[Instructions to follow] Set down, word for word, the stretch of lines from the one containing "Build a routing" to the end of the records below.

[Given data]
Start of Block

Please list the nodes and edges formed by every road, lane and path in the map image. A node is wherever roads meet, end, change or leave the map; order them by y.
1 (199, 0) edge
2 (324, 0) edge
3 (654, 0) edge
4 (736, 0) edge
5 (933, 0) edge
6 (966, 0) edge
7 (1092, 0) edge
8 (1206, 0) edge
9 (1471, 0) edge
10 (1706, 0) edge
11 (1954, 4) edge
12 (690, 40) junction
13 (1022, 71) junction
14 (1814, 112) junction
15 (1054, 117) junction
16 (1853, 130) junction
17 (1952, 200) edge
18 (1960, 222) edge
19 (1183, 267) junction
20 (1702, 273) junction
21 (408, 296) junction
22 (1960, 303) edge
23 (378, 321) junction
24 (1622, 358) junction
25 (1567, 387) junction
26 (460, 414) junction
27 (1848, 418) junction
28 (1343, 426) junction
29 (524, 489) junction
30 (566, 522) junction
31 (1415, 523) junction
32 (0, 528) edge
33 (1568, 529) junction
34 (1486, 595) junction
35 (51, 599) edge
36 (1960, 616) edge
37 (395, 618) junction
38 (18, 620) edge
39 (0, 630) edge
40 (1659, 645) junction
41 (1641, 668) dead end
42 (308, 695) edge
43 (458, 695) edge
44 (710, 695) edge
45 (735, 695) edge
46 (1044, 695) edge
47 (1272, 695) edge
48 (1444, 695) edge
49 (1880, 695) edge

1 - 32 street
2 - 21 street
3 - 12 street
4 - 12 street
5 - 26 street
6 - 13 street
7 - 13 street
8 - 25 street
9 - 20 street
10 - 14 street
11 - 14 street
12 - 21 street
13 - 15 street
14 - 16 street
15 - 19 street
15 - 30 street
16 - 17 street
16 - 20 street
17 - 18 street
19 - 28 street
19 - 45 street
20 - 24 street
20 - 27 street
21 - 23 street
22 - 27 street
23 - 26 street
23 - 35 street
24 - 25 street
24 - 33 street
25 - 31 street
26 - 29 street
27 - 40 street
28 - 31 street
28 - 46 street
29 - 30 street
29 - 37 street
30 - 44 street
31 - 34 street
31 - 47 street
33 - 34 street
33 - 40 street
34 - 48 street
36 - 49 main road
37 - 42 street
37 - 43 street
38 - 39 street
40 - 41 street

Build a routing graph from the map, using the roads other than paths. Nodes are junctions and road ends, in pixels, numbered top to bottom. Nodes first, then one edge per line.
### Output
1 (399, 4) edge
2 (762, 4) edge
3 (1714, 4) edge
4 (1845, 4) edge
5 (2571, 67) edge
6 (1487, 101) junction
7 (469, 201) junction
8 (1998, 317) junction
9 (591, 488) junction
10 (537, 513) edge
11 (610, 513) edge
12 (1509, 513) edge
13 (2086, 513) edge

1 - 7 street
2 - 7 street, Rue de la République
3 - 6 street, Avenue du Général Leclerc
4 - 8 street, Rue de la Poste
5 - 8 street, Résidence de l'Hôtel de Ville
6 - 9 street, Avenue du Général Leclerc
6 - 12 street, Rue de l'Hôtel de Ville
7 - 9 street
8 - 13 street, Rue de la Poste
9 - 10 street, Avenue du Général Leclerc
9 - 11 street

End of Block

[Output for this exercise]
Build a routing graph from the map, using the roads other than paths. Nodes are junctions and road ends, in pixels, numbered top to bottom. Nodes first, then one edge per line.
### Output
1 (399, 4) edge
2 (762, 4) edge
3 (1714, 4) edge
4 (1845, 4) edge
5 (2571, 67) edge
6 (1487, 101) junction
7 (469, 201) junction
8 (1998, 317) junction
9 (591, 488) junction
10 (537, 513) edge
11 (610, 513) edge
12 (1509, 513) edge
13 (2086, 513) edge

1 - 7 street
2 - 7 street, Rue de la République
3 - 6 street, Avenue du Général Leclerc
4 - 8 street, Rue de la Poste
5 - 8 street, Résidence de l'Hôtel de Ville
6 - 9 street, Avenue du Général Leclerc
6 - 12 street, Rue de l'Hôtel de Ville
7 - 9 street
8 - 13 street, Rue de la Poste
9 - 10 street, Avenue du Général Leclerc
9 - 11 street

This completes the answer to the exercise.